でも別に、競争したくないわけじゃない。むしろ、誰かに勝てれば気持ちいいし、自分の弱点を分析して修正して、その戦略が相手に刺さったときには喜びがある。
自分の成長を実感できるのはとても素晴らしいことだ。昨日の自分ができなかったことをできるようになりたい、というのは人間の持つ素朴な欲求だと思う。
問題は、僕らが直面する競争の結果が、あまりにも人生に直結してしまうことだ。
なんだかんだ言っても、社会的な価値は競争に勝った人間に宿っていく。そこには純然たる結果がある。そして、現実における競争は何一つ、何一つとして公平じゃあない。就活でも受験でもなんでも。

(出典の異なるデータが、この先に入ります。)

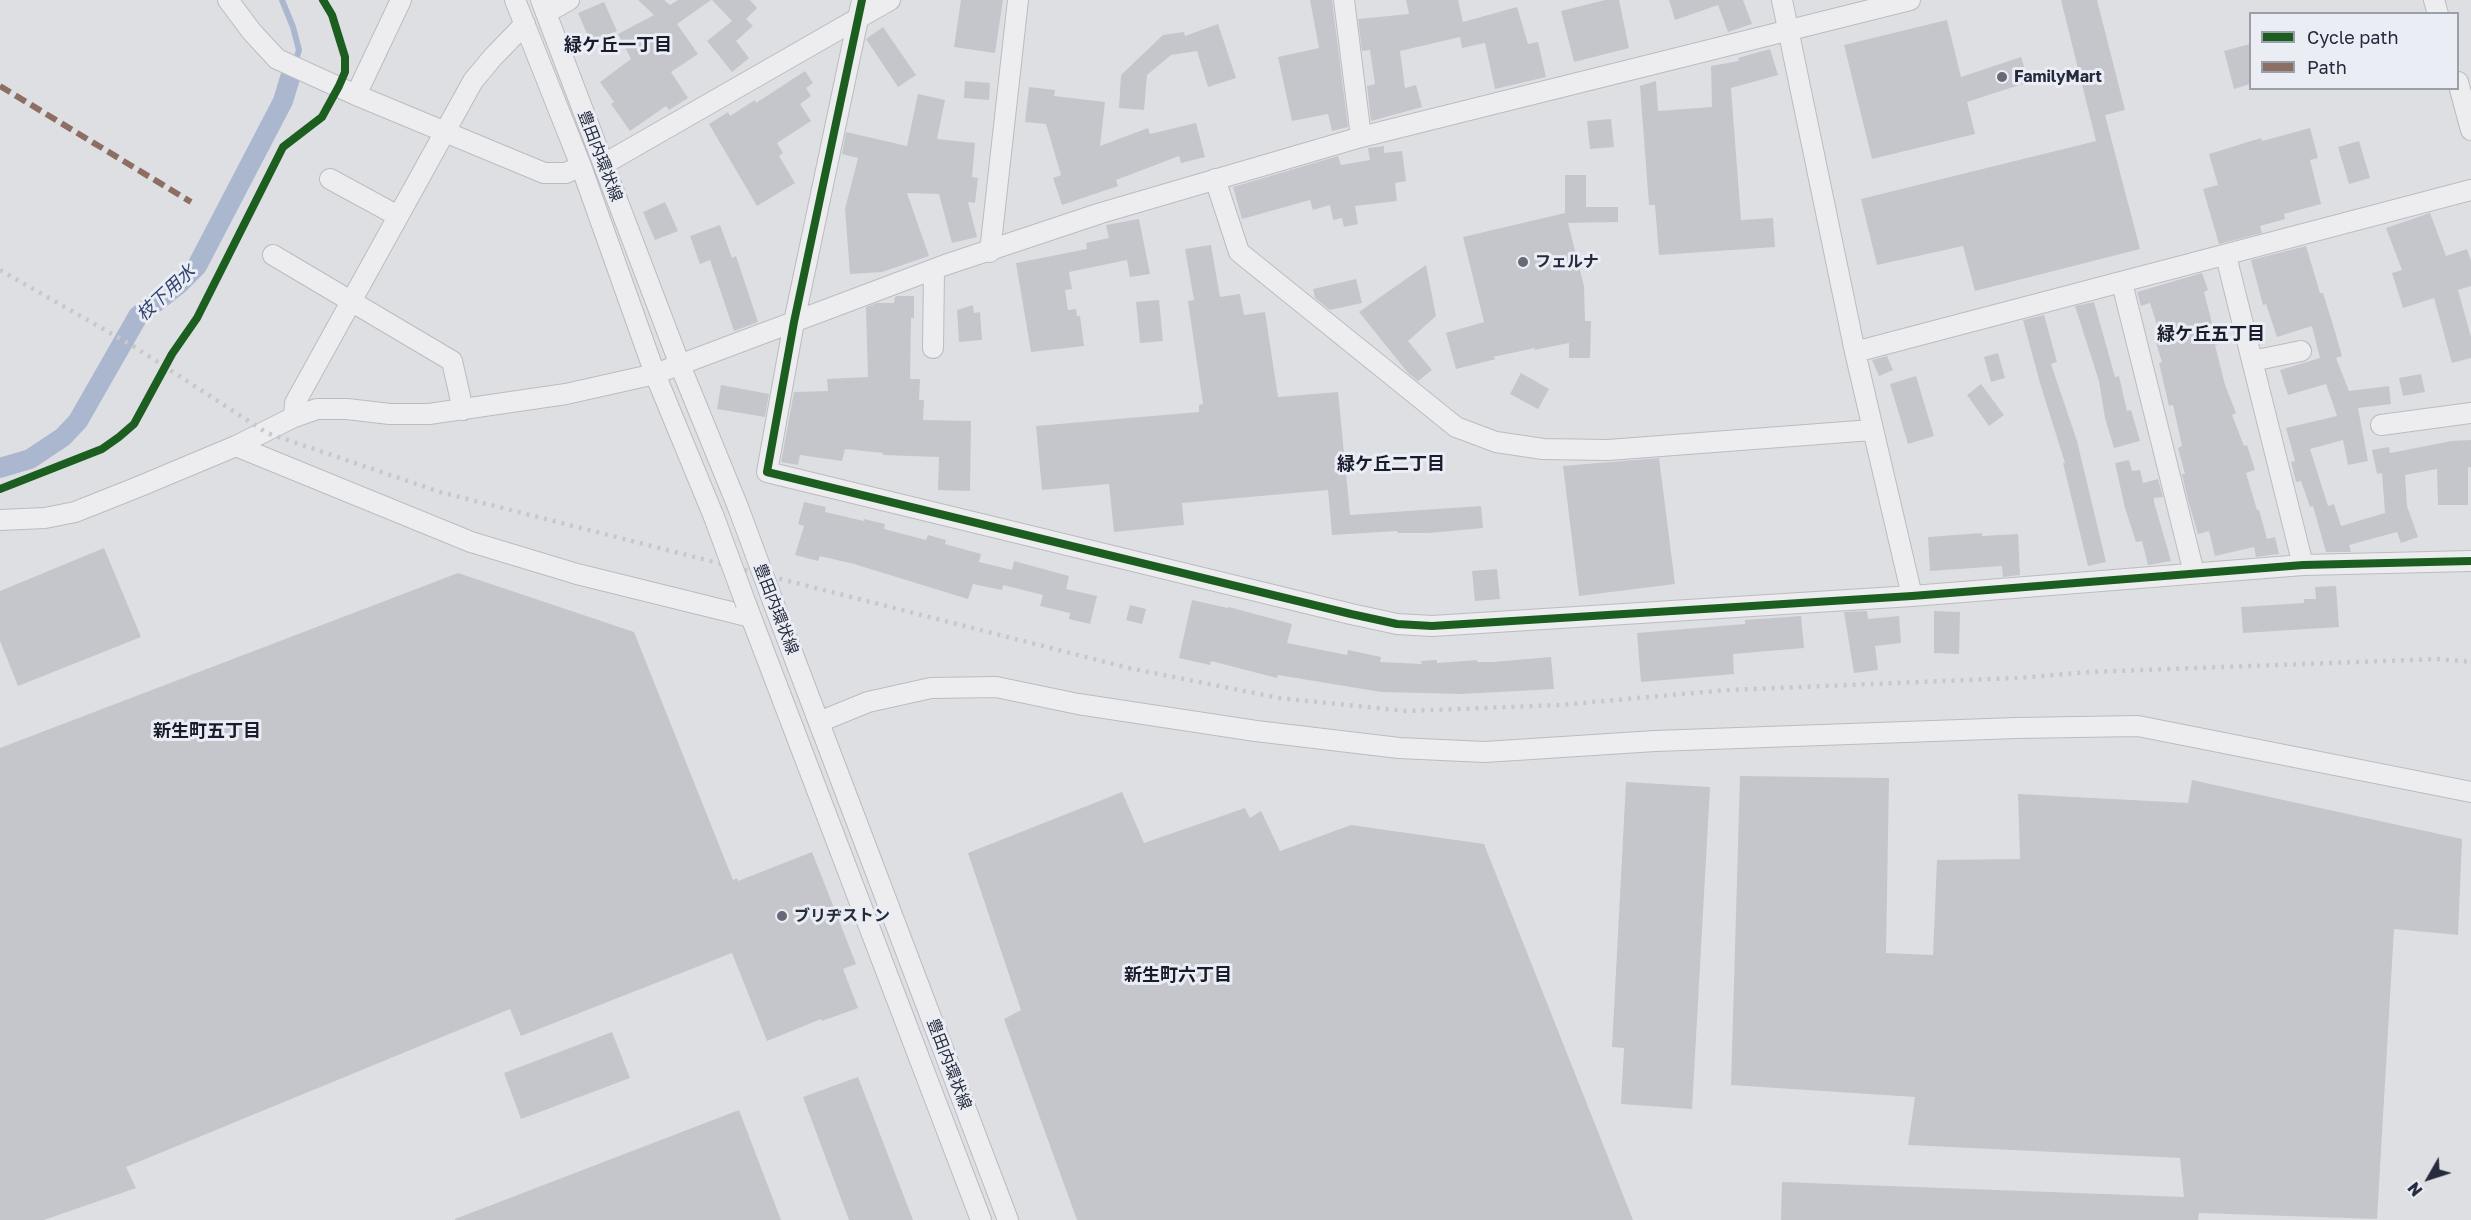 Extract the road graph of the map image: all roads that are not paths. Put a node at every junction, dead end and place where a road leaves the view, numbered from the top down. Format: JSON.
{"nodes":[{"id":1,"x":228,"y":0,"type":"edge"},
{"id":2,"x":401,"y":0,"type":"edge"},
{"id":3,"x":515,"y":0,"type":"edge"},
{"id":4,"x":568,"y":0,"type":"edge"},
{"id":5,"x":890,"y":0,"type":"edge"},
{"id":6,"x":1018,"y":0,"type":"edge"},
{"id":7,"x":1344,"y":0,"type":"edge"},
{"id":8,"x":1782,"y":0,"type":"edge"},
{"id":9,"x":1910,"y":0,"type":"edge"},
{"id":10,"x":543,"y":7,"type":"edge"},
{"id":11,"x":860,"y":9,"type":"edge"},
{"id":12,"x":525,"y":24,"type":"junction"},
{"id":13,"x":1789,"y":32,"type":"junction"},
{"id":14,"x":2459,"y":89,"type":"edge"},
{"id":15,"x":356,"y":95,"type":"junction"},
{"id":16,"x":2471,"y":130,"type":"edge"},
{"id":17,"x":445,"y":132,"type":"junction"},
{"id":18,"x":1361,"y":137,"type":"junction"},
{"id":19,"x":603,"y":164,"type":"junction"},
{"id":20,"x":581,"y":166,"type":"junction"},
{"id":21,"x":330,"y":179,"type":"dead end"},
{"id":22,"x":1215,"y":179,"type":"junction"},
{"id":23,"x":2471,"y":190,"type":"edge"},
{"id":24,"x":398,"y":216,"type":"junction"},
{"id":25,"x":990,"y":252,"type":"junction"},
{"id":26,"x":273,"y":255,"type":"dead end"},
{"id":27,"x":2226,"y":256,"type":"junction"},
{"id":28,"x":934,"y":270,"type":"junction"},
{"id":29,"x":2122,"y":283,"type":"junction"},
{"id":30,"x":351,"y":301,"type":"junction"},
{"id":31,"x":794,"y":322,"type":"junction"},
{"id":32,"x":933,"y":348,"type":"dead end"},
{"id":33,"x":2301,"y":351,"type":"dead end"},
{"id":34,"x":1855,"y":352,"type":"junction"},
{"id":35,"x":2252,"y":361,"type":"junction"},
{"id":36,"x":680,"y":365,"type":"junction"},
{"id":37,"x":655,"y":374,"type":"junction"},
{"id":38,"x":463,"y":410,"type":"junction"},
{"id":39,"x":2471,"y":413,"type":"edge"},
{"id":40,"x":294,"y":417,"type":"junction"},
{"id":41,"x":2381,"y":425,"type":"dead end"},
{"id":42,"x":1872,"y":429,"type":"junction"},
{"id":43,"x":236,"y":446,"type":"junction"},
{"id":44,"x":0,"y":520,"type":"edge"},
{"id":45,"x":2471,"y":561,"type":"edge"},
{"id":46,"x":2303,"y":566,"type":"junction"},
{"id":47,"x":2194,"y":573,"type":"junction"},
{"id":48,"x":1912,"y":596,"type":"junction"},
{"id":49,"x":748,"y":611,"type":"junction"},
{"id":50,"x":819,"y":722,"type":"junction"},
{"id":51,"x":2471,"y":792,"type":"edge"},
{"id":52,"x":981,"y":1220,"type":"edge"},
{"id":53,"x":1008,"y":1220,"type":"edge"}],
"edges":[{"from":1,"to":15,"type":"street"},
{"from":2,"to":15,"type":"street"},
{"from":3,"to":12,"type":"street","name":"豊田内環状線"},
{"from":4,"to":10,"type":"street"},
{"from":5,"to":11,"type":"street"},
{"from":6,"to":25,"type":"street"},
{"from":7,"to":18,"type":"street"},
{"from":8,"to":13,"type":"street"},
{"from":9,"to":13,"type":"street"},
{"from":10,"to":19,"type":"street","name":"豊田内環状線"},
{"from":11,"to":19,"type":"street"},
{"from":11,"to":31,"type":"street"},
{"from":12,"to":17,"type":"street"},
{"from":12,"to":20,"type":"street","name":"豊田内環状線"},
{"from":13,"to":18,"type":"street"},
{"from":13,"to":34,"type":"street"},
{"from":14,"to":16,"type":"street"},
{"from":15,"to":17,"type":"street"},
{"from":17,"to":20,"type":"street"},
{"from":17,"to":24,"type":"street"},
{"from":18,"to":22,"type":"street"},
{"from":19,"to":36,"type":"street","name":"豊田内環状線"},
{"from":20,"to":37,"type":"street","name":"豊田内環状線"},
{"from":21,"to":24,"type":"street"},
{"from":22,"to":25,"type":"street"},
{"from":22,"to":42,"type":"street"},
{"from":23,"to":27,"type":"street"},
{"from":24,"to":30,"type":"street"},
{"from":25,"to":28,"type":"street"},
{"from":26,"to":30,"type":"street"},
{"from":27,"to":29,"type":"street"},
{"from":27,"to":35,"type":"street"},
{"from":28,"to":31,"type":"street"},
{"from":28,"to":32,"type":"street"},
{"from":29,"to":34,"type":"street"},
{"from":29,"to":47,"type":"street"},
{"from":30,"to":38,"type":"street"},
{"from":30,"to":40,"type":"street"},
{"from":31,"to":36,"type":"street"},
{"from":31,"to":48,"type":"street"},
{"from":33,"to":35,"type":"street"},
{"from":34,"to":42,"type":"street"},
{"from":35,"to":46,"type":"street"},
{"from":36,"to":37,"type":"street"},
{"from":36,"to":50,"type":"street","name":"豊田内環状線","bridge":true},
{"from":37,"to":38,"type":"street"},
{"from":37,"to":49,"type":"street","name":"豊田内環状線","bridge":true},
{"from":38,"to":40,"type":"street"},
{"from":39,"to":41,"type":"street"},
{"from":40,"to":43,"type":"street"},
{"from":42,"to":48,"type":"street"},
{"from":43,"to":44,"type":"street"},
{"from":43,"to":49,"type":"street"},
{"from":45,"to":46,"type":"street"},
{"from":46,"to":47,"type":"street"},
{"from":47,"to":48,"type":"street"},
{"from":49,"to":52,"type":"street","name":"豊田内環状線"},
{"from":50,"to":51,"type":"street"},
{"from":50,"to":53,"type":"street","name":"豊田内環状線"}]}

「配られたカードで勝負するしかない」なんて言うけど、負けたときの責任は誰もとってくれやしない。見た目も違えば家庭環境も違う、生まれながらにロイヤルストレートフラッシュを引いてる人間と全くのブタの人間が戦えるわけがない。
この現実は、ゲームとして崩壊していると思う。勝者と敗者の間に引かれた線を踏み越えるのはとても難しい。どんな人生もそれぞれ素晴らしいなんて、ただの綺麗事だ。
現実というゲームにうんざりしている。勝負に介入する変数のあまりの多さが、その勝利はただの運だと告げている。
負ければつらいし、勝ってもうまく喜べない。そういう謙虚さが無ければ勝ち続けることはできない。対戦だけじゃない、協力も不可欠なこのゲームにおいて、人間関係から逃れることはできないから。
勝っても喜べないゲームなんて、ゲームじゃない。
大人になるにつれて社会のどうしようもなさに直面する機会が増えて、世界そのものを愛するようになっていった。昔は理解できなかった嫌いな誰かと自分は、本質的には別に変わらないらしい。理不尽にいちいち腹を立てていても仕方ないから愛でくるんでやろう、そんな発想。